Saved data entries:
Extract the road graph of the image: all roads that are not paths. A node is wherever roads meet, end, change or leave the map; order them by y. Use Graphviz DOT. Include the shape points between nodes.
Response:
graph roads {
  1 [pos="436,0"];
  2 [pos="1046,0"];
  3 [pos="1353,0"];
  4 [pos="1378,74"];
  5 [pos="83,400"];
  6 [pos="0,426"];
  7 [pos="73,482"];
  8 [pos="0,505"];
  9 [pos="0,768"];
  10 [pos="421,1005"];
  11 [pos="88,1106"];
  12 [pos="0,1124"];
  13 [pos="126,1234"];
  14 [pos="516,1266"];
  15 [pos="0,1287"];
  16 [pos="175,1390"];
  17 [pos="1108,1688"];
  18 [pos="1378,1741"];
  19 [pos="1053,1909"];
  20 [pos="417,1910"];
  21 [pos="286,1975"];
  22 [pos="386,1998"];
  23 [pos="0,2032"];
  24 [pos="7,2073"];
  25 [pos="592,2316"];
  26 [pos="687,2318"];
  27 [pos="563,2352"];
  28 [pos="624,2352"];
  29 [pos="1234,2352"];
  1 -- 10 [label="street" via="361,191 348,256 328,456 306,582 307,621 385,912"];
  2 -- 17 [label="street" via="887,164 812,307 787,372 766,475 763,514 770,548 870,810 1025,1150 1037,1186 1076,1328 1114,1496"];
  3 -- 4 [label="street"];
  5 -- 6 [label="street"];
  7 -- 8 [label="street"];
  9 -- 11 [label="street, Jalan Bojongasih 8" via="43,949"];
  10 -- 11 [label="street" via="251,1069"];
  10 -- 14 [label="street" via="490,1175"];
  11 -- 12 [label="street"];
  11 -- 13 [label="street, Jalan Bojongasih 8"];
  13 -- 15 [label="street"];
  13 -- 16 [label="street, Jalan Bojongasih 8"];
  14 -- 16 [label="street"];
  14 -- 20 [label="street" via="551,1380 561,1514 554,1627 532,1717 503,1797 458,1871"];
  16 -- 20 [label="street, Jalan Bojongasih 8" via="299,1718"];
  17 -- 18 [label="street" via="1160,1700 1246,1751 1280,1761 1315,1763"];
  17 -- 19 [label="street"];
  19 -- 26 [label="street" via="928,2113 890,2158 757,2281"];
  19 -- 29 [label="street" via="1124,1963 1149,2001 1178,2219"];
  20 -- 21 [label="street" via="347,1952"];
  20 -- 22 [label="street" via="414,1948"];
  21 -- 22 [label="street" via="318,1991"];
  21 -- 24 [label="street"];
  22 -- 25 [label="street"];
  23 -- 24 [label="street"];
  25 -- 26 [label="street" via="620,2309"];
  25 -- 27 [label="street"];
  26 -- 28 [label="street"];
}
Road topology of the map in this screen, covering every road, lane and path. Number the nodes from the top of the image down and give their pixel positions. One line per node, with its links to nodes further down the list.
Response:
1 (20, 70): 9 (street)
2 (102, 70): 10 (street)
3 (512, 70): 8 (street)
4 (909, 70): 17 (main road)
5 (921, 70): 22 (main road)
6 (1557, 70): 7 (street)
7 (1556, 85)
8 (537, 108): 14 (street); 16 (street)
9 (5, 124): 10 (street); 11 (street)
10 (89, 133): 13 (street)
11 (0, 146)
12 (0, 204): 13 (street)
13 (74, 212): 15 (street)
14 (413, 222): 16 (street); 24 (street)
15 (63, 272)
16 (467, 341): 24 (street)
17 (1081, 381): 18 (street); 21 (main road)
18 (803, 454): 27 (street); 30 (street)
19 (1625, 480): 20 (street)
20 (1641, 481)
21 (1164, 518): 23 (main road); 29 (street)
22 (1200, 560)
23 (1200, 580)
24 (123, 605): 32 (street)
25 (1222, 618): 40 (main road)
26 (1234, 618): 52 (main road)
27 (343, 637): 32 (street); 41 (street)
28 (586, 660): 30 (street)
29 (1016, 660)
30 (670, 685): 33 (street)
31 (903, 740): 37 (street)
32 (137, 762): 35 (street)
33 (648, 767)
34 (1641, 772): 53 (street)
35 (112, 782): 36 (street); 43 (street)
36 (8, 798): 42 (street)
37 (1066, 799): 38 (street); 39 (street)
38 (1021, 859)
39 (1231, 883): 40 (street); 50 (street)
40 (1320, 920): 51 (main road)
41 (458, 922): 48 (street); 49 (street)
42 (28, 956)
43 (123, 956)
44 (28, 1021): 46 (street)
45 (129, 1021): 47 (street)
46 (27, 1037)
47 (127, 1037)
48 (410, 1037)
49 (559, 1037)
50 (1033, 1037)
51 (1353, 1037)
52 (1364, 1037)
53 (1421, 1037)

WORK ITEM:
Copy out each line carrying the string "graph" from the data.

ANSWER SPACE:
Extract the road graph of the image: all roads that are not paths. A node is wherever roads meet, end, change or leave the map; order them by y. Use Graphviz DOT. Include the shape points between nodes.
graph roads {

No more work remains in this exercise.